Selain 4 cacat utama di atas, ada cacat ringan yang berstatus makruh (sebaiknya dihindari demi kesempurnaan kurban, tapi kurbannya tetap sah), seperti: telinga sobek atau terpotong sebagian, tanduk patah, atau ekornya terputus. Pilihlah hewan yang fisiknya paling sempurna, gemuk, dan sehat.

4. Status Kepemilikan yang Halal

Hewan kurban harus didapatkan dengan cara yang halal dan sah secara kepemilikan. Hewan hasil curian, hewan hasil rampasan (ghashab), atau hewan yang dibeli menggunakan uang haram (seperti uang korupsi atau riba), maka kurbannya tidak sah dan tidak diterima oleh Allah SWT.

Pendidikan Fikih Ibadah di Pesantren

Memahami syarat sah hewan kurban adalah bagian dari keilmuan fikih yang aplikatif di masyarakat. Di Pondok Pesantren Cahaya Qur'an, pembelajaran fikih tidak hanya berkutat pada teori di dalam kelas. Saat momen Idul Adha tiba, para santri diajak untuk terlibat langsung melihat prosesi ibadah kurban.

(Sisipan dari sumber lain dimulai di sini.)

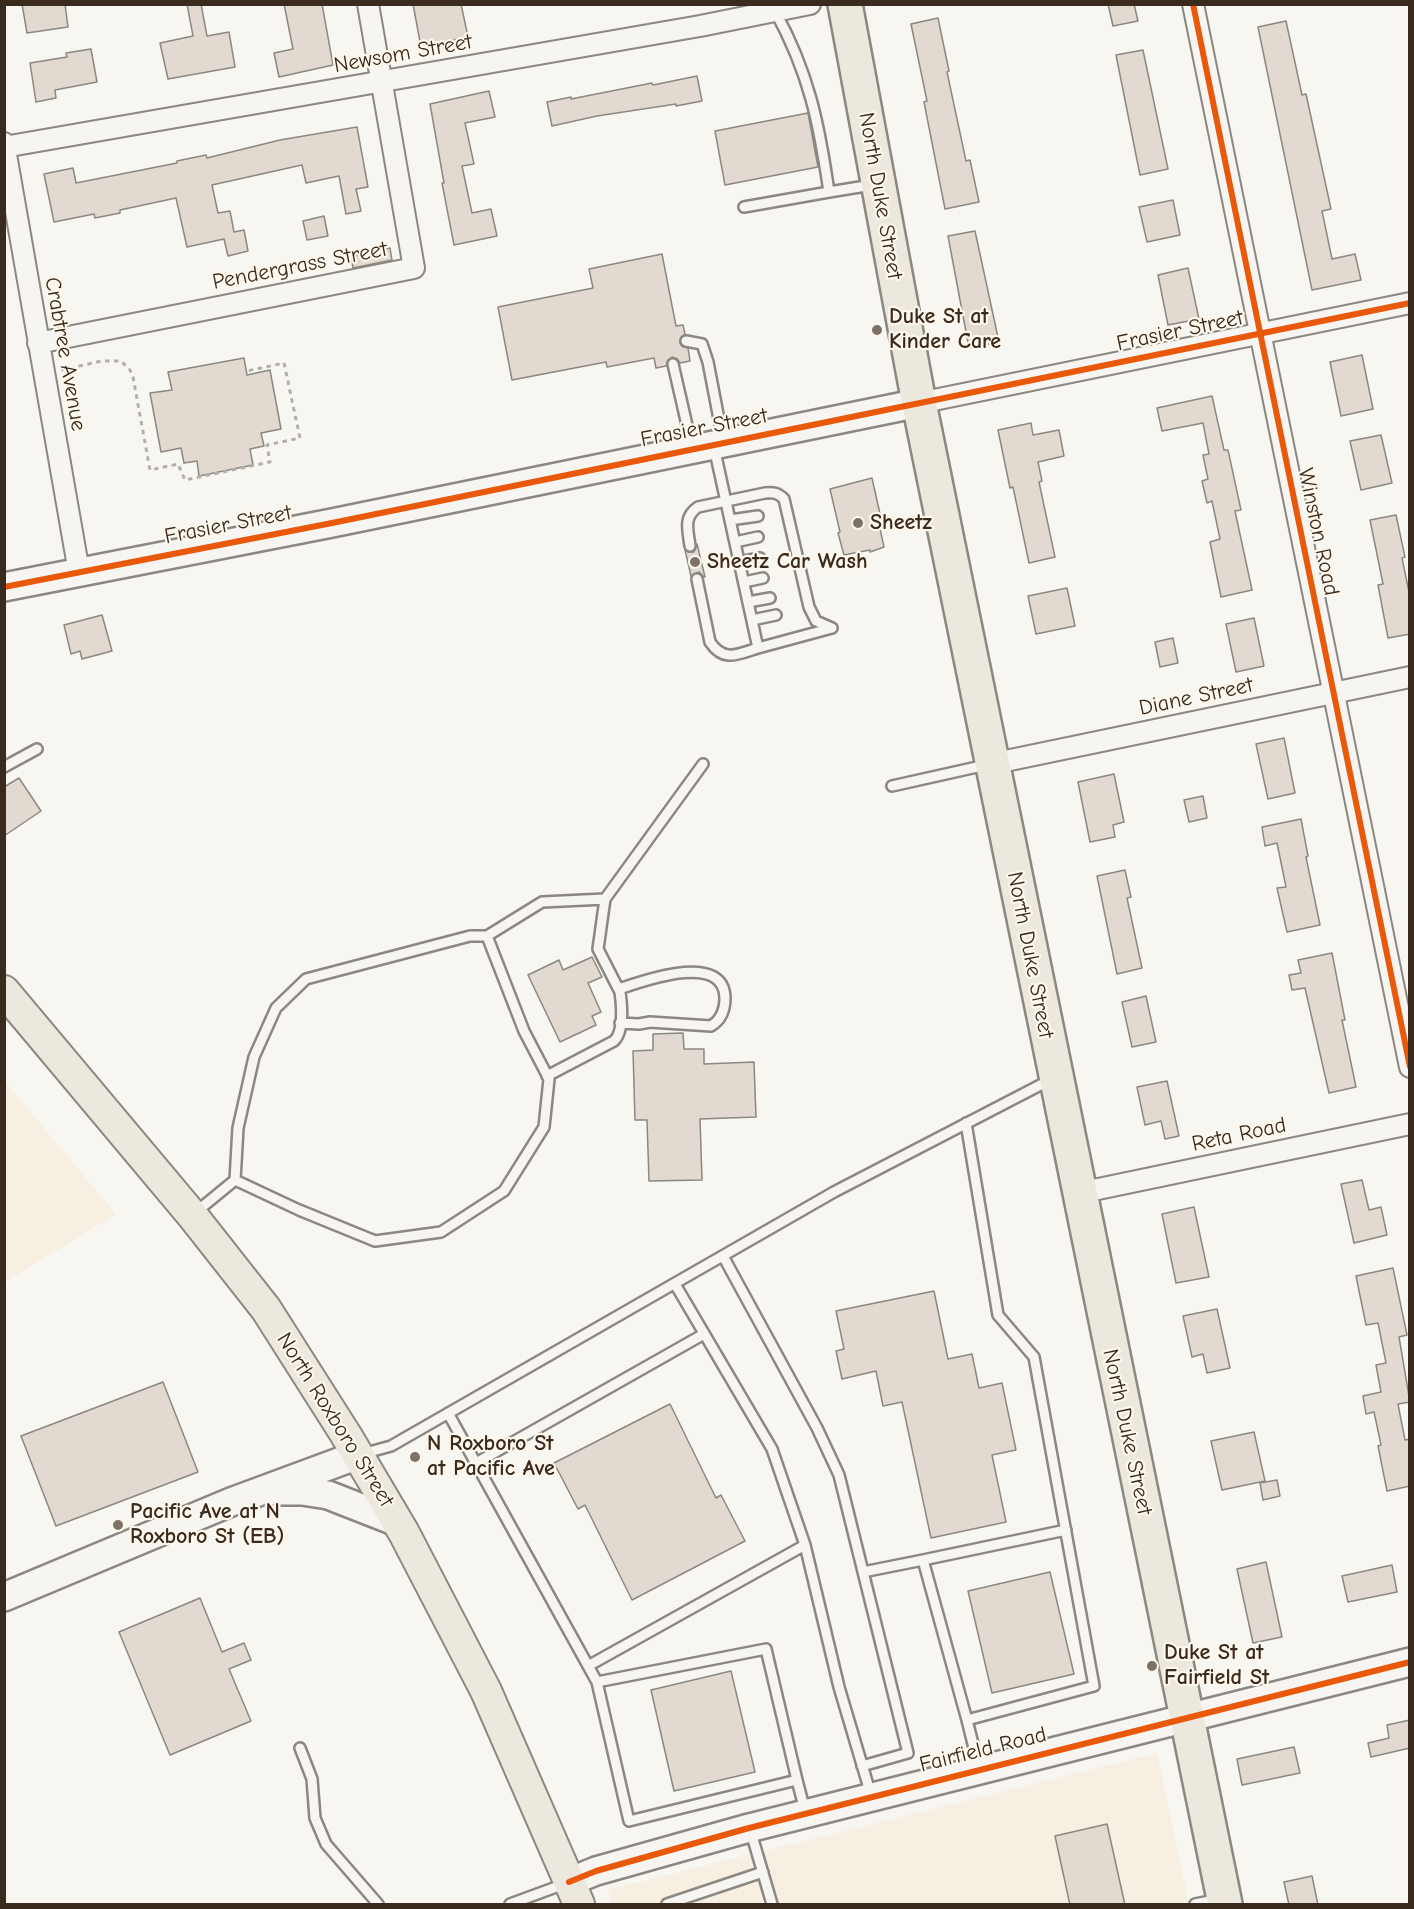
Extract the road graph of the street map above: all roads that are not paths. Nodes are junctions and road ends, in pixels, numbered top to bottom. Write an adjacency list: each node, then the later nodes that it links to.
1 (368, 4): 6 (street, Pendergrass Street)
2 (810, 4): 5 (street, Newsom Street)
3 (844, 4): 8 (highway, North Duke Street)
4 (1192, 4): 12 (street, Winston Road)
5 (775, 11): 6 (street, Newsom Street); 9 (lane)
6 (382, 82): 7 (street, Newsom Street); 13 (street, Pendergrass Street)
7 (5, 146): 13 (street, Crabtree Avenue)
8 (878, 184): 9 (lane); 16 (highway, North Duke Street)
9 (829, 192): 10 (lane)
10 (744, 207)
11 (1410, 303): 12 (street, Frasier Street)
12 (1259, 333): 16 (street, Frasier Street); 37 (street, Winston Road)
13 (47, 341): 26 (street, Crabtree Avenue)
14 (686, 342): 17 (lane)
15 (673, 364): 17 (lane)
16 (919, 403): 17 (street, Frasier Street); 40 (highway, North Duke Street)
17 (710, 445): 18 (lane); 26 (street, Frasier Street)
18 (726, 501): 20 (lane); 23 (lane); 35 (lane)
19 (758, 516): 20 (lane)
20 (730, 520): 22 (lane)
21 (758, 537): 22 (lane)
22 (735, 542): 25 (lane)
23 (690, 546)
24 (760, 558): 25 (lane)
25 (739, 562): 29 (lane)
26 (80, 572): 30 (street, Frasier Street)
27 (764, 578): 29 (lane)
28 (697, 579): 35 (lane)
29 (744, 582): 32 (lane)
30 (4, 587)
31 (770, 598): 32 (lane)
32 (748, 602): 34 (lane)
33 (776, 615): 34 (lane)
34 (752, 620): 35 (lane)
35 (758, 648)
36 (1410, 677): 37 (street, Diane Street)
37 (1333, 693): 40 (street, Diane Street); 48 (street, Winston Road)
38 (37, 749): 41 (lane)
39 (704, 764): 43 (lane)
40 (992, 764): 42 (lane); 50 (highway, North Duke Street)
41 (4, 767)
42 (892, 786)
43 (605, 899): 44 (lane); 45 (lane)
44 (487, 936): 49 (lane); 53 (lane)
45 (619, 988): 47 (lane); 47 (lane)
46 (4, 991): 55 (main road, North Roxboro Street)
47 (620, 1023): 49 (lane)
48 (1410, 1066)
49 (547, 1076): 53 (lane)
50 (1055, 1077): 51 (lane); 54 (highway, North Duke Street)
51 (966, 1123): 56 (lane); 64 (lane)
52 (1410, 1124): 54 (street, Reta Road)
53 (235, 1180): 55 (lane)
54 (1079, 1193): 72 (highway, North Duke Street)
55 (192, 1215): 60 (main road, North Roxboro Street)
56 (723, 1256): 57 (lane); 67 (lane)
57 (675, 1284): 58 (lane); 59 (lane)
58 (704, 1334): 61 (lane); 65 (lane)
59 (448, 1413): 60 (lane); 61 (lane)
60 (358, 1455): 62 (street); 63 (main road, North Roxboro Street)
61 (476, 1463): 70 (lane)
62 (258, 1492): 63 (street); 68 (street)
63 (398, 1522): 82 (main road, North Roxboro Street)
64 (1066, 1530): 66 (lane); 73 (lane)
65 (805, 1545): 70 (lane); 75 (lane)
66 (923, 1560): 67 (lane); 73 (lane)
67 (863, 1572): 75 (lane)
68 (4, 1597)
69 (1410, 1662): 72 (street, Fairfield Road)
70 (588, 1666): 71 (lane)
71 (597, 1683): 77 (lane); 77 (lane)
72 (1186, 1719): 76 (street, Fairfield Road); 83 (highway, North Duke Street)
73 (967, 1720): 76 (lane)
74 (300, 1748): 84 (lane)
75 (862, 1766): 78 (lane)
76 (980, 1769): 78 (street, Fairfield Road)
77 (797, 1780): 79 (lane)
78 (871, 1797): 79 (street, Fairfield Road)
79 (805, 1814): 80 (street, Fairfield Road)
80 (749, 1828): 81 (lane); 82 (street, Fairfield Road)
81 (763, 1872): 86 (lane); 87 (lane)
82 (574, 1893): 85 (lane)
83 (1215, 1902)
84 (378, 1905)
85 (510, 1905)
86 (667, 1905)
87 (772, 1905)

Mereka diajarkan bagaimana mengidentifikasi usia hewan dari giginya, mengecek kesehatan fisiknya, hingga tata cara penyembelihan yang sesuai syariat (menghadap kiblat, menggunakan pisau tajam, dan memutus dua urat leher tanpa menyiksa hewan). Praktik langsung ini memastikan para santri tidak hanya cerdas secara teori, tetapi juga siap menjadi penggerak syiar Islam saat mereka kembali mengabdi di tengah-tengah masyarakat.